Wednesday, September 23, 2009

Soapbox, links and taking stock

Anytime one puts significant time and effort into a project, the question arises: why am I really doing this? Are there not better ways to be spending my time?



There are a variety of reasons that one might have for deciding to work on home energy efficiency. I will detail some of them below, with some commentary of my own.

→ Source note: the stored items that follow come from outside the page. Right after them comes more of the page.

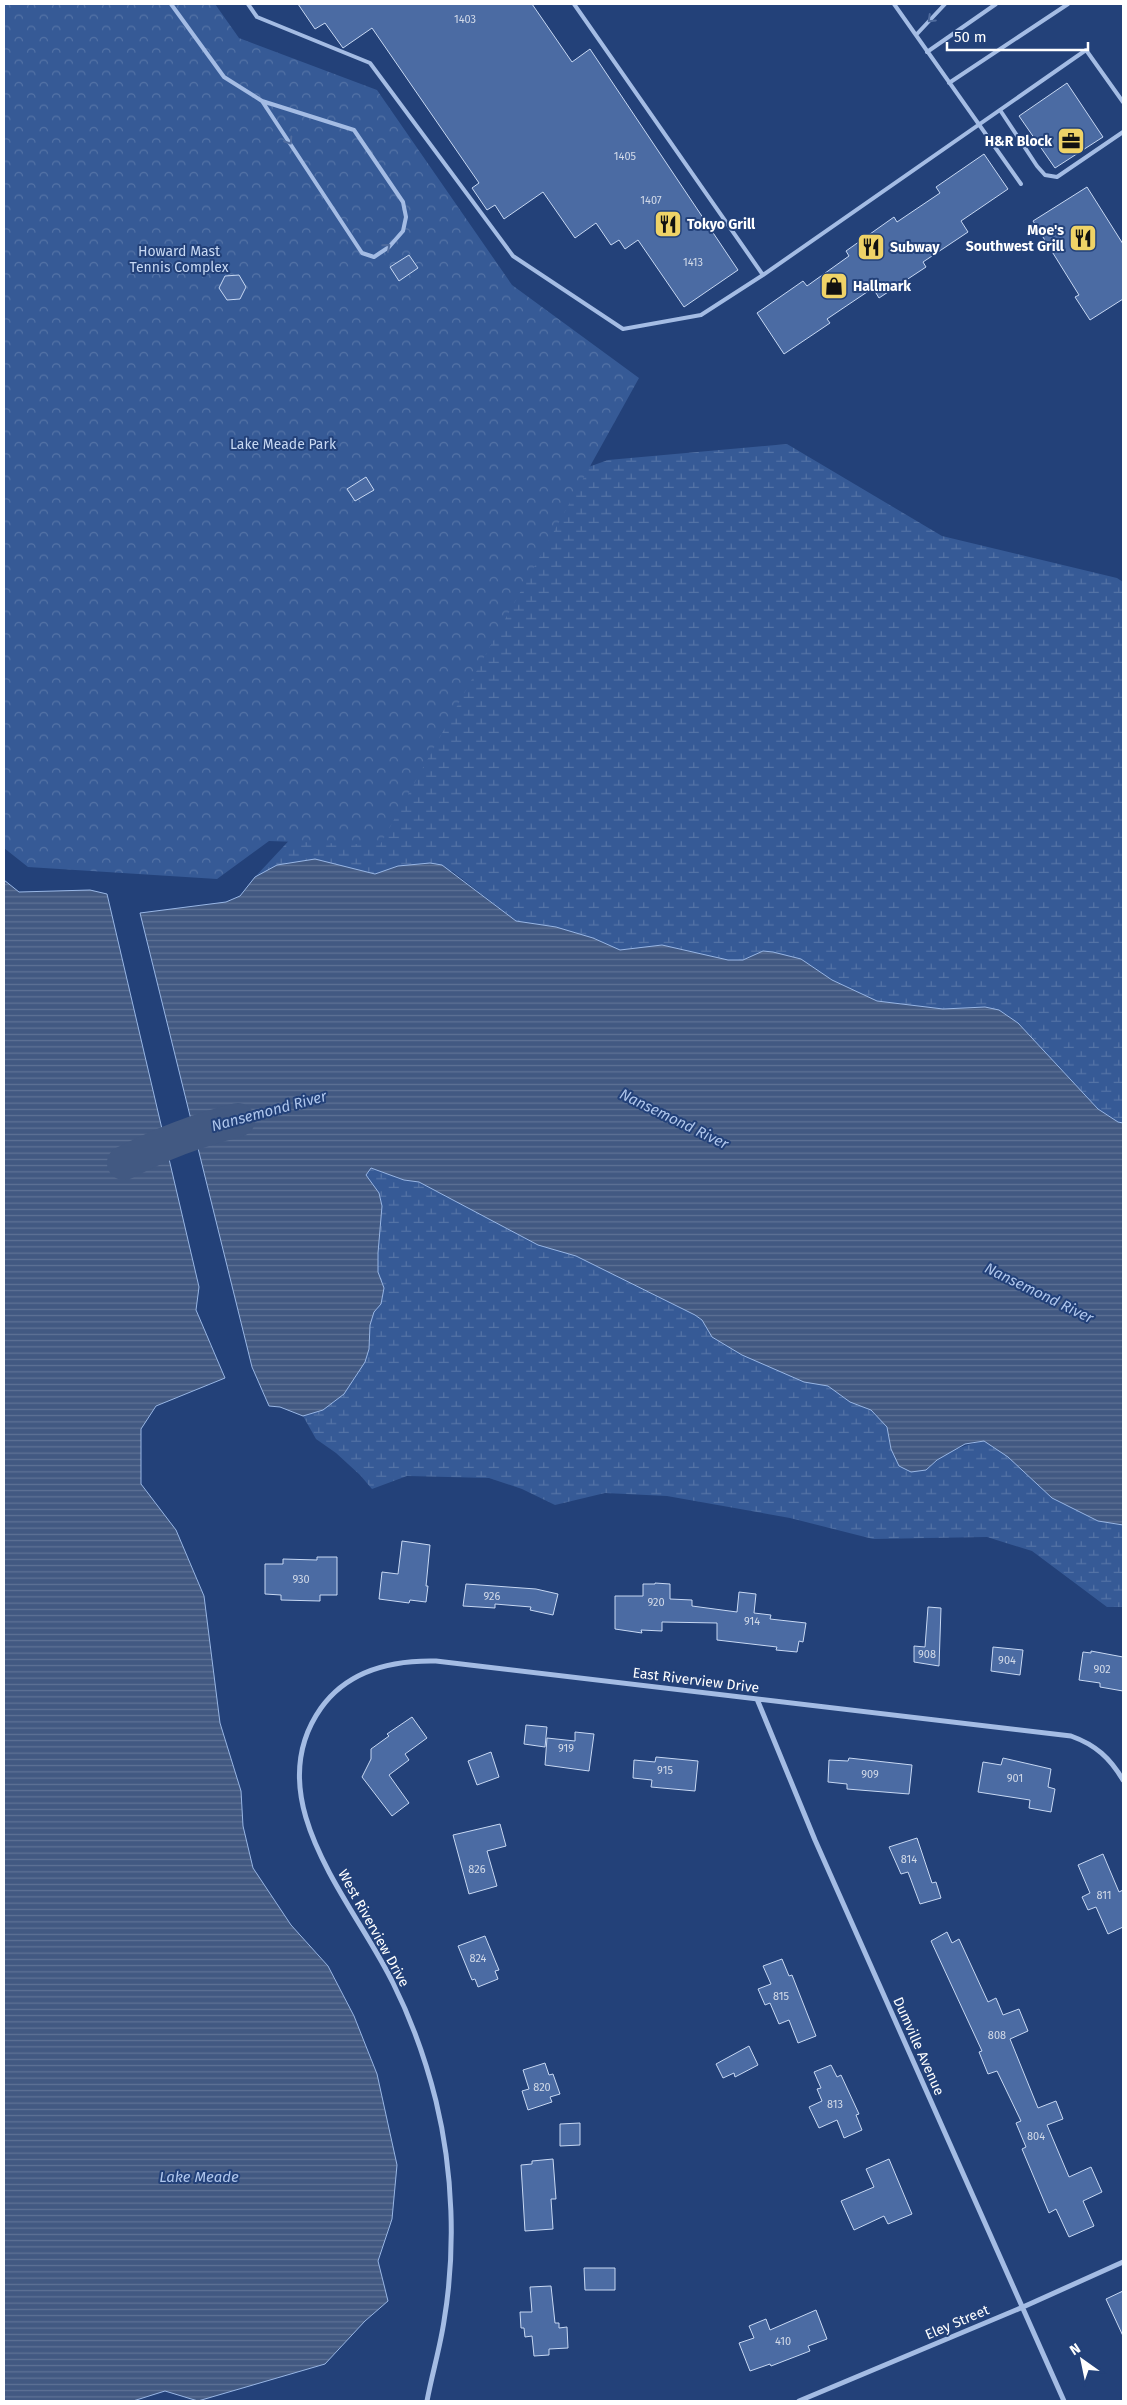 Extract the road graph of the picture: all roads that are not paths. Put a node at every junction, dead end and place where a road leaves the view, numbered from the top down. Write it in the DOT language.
graph roads {
  1 [pos="171,4"];
  2 [pos="248,4"];
  3 [pos="574,4"];
  4 [pos="894,4"];
  5 [pos="946,4"];
  6 [pos="996,4"];
  7 [pos="1068,4"];
  8 [pos="916,35"];
  9 [pos="927,52"];
  10 [pos="949,82"];
  11 [pos="262,101"];
  12 [pos="1123,102"];
  13 [pos="1000,110"];
  14 [pos="979,125"];
  15 [pos="1123,132"];
  16 [pos="1021,184"];
  17 [pos="763,275"];
  18 [pos="757,1699"];
  19 [pos="299,1762"];
  20 [pos="1123,1780"];
  21 [pos="1123,2262"];
  22 [pos="1023,2307"];
  23 [pos="427,2401"];
  24 [pos="799,2401"];
  25 [pos="1064,2401"];
  1 -- 11 [label="lane"];
  2 -- 17 [label="lane"];
  3 -- 17 [label="lane"];
  4 -- 8 [label="lane"];
  5 -- 8 [label="lane, one-way"];
  6 -- 9 [label="lane"];
  7 -- 10 [label="lane"];
  8 -- 9 [label="lane"];
  9 -- 10 [label="lane"];
  10 -- 14 [label="lane"];
  11 -- 11 [label="lane, one-way"];
  12 -- 13 [label="lane"];
  13 -- 14 [label="lane"];
  13 -- 15 [label="lane"];
  14 -- 16 [label="lane"];
  14 -- 17 [label="lane"];
  18 -- 19 [label="street, East Riverview Drive"];
  18 -- 20 [label="street, East Riverview Drive"];
  18 -- 22 [label="street, Dumville Avenue"];
  19 -- 23 [label="street, West Riverview Drive"];
  21 -- 22 [label="street, Eley Street"];
  22 -- 24 [label="street, Eley Street"];
  22 -- 25 [label="street, Dumville Avenue"];
}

First and most important for me to this point in the narrative, is that I'm trained as an engineer, and good engineers cannot stand gross inefficiency in a system that they care to optimize. As I began looking into the apparently "standard" way things were done with my house, I quickly realized that efficiency was probably never a consideration; at least, not any more than the building codes required, which is apparently not much at all. This, plus my experiences in researching transportation efficiency (possibly a topic for another blog!) led me to understand the we have created a lot of the "built" world around us with little consideration of using energy efficiently. Another way of saying this is that we have embedded the assumption of incredibly cheap and plentiful energy into nearly everything we have built. To me, as this embedded assumption becomes less and less true, as it already has and as I predict it will over the next decades, more and more rapid disruptions will be forced upon us as our infrastructure becomes infeasible. I noticed a good bit of this during the oil price shocks of the last couple of years, and oil prices only affect the transportation part of the energy picture. I think it's self-evident that the hardships will be even more severe when the price of non-transportation energy, i.e. electricity, undergoes significant increase.

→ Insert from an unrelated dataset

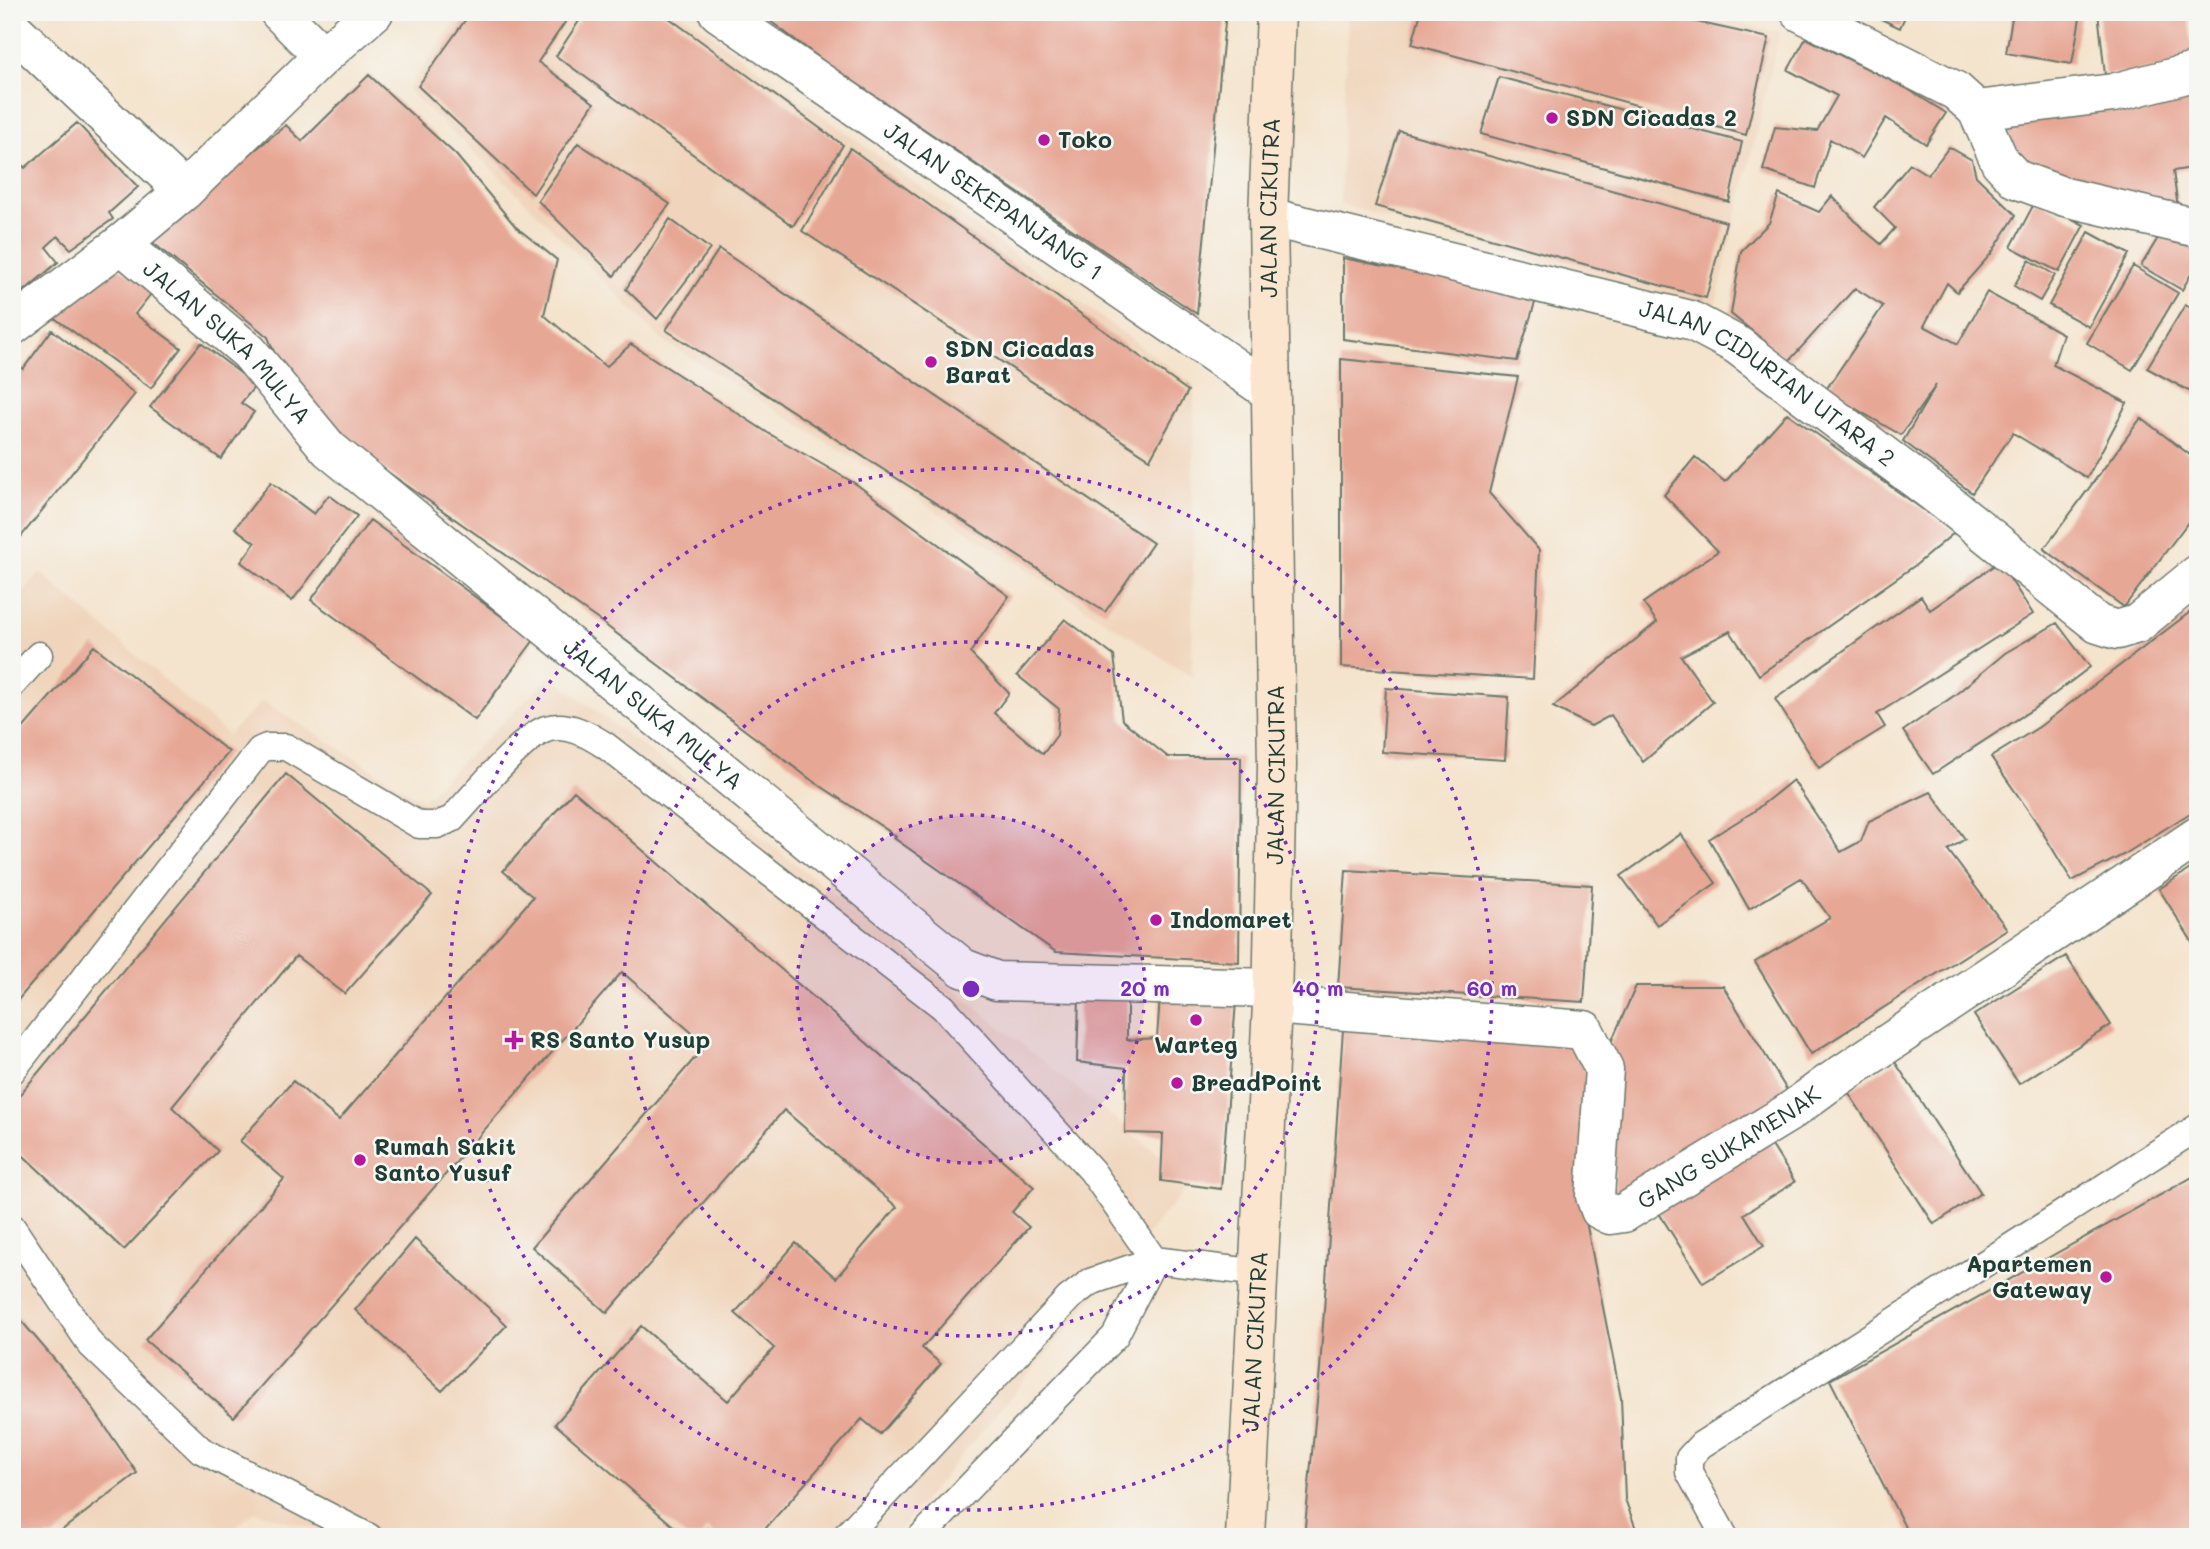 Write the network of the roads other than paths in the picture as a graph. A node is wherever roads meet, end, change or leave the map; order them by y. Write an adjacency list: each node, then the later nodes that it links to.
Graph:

So how can we protect ourselves against the already noticeable increases in the cost and scarcity of energy? One way, friends, is energy efficiency in all things! There is a cost (monetary, environmental, and in land use) with any form of energy generation. It seems clear that the best thing we can do to help all of the above costs is to use the energy we generate as efficiently as possible, something we are patently not doing right now on a broad scale in this country.
The preceding paragraphs begin to touch on the second reason, a wide and oddly controversial topic called "environmentalism", which I won't explore in detail on this blog, in part because there are many great sources of information about it, including this blog that specifically touches on current environmental issues in America. While I like to think of myself as somewhat environmentally aware, my energy use alone probably disqualifies me from any great pretense of being "green". First and foremost, I live in a single-family home, the most energy inefficient way humans to protect themselves from the weather, and the creation of millions of which have forced the expansion of cities outwards far faster than if people lived more densely, causing billions more miles of vehicle trips every year. Second, I live in a city with poor mass transit options, death-defying bike lanes and/or lack thereof, so I drive a 2200 pound monster that spews CO2, NOx, and VOCs into the air anytime I have to get somewhere. Granted, I chose the cleanest, most efficient monster I could find, but that doesn't magically eliminate the fact that I'm burning the energy to take 2200 pounds for a ride every time I go somewhere; it just reduces its impact somewhat. Finally, at this point, my already energy-inefficient house (due to it having 4 walls and a roof leaking heat just to protect a very few occupants) is even more inefficient because it was built with minimal (if that) consideration for energy, and I'm not done retrofitting it yet :)
But fear not, adventurous reader. After a brief diversion into other energy-related matters, more improvements are afoot.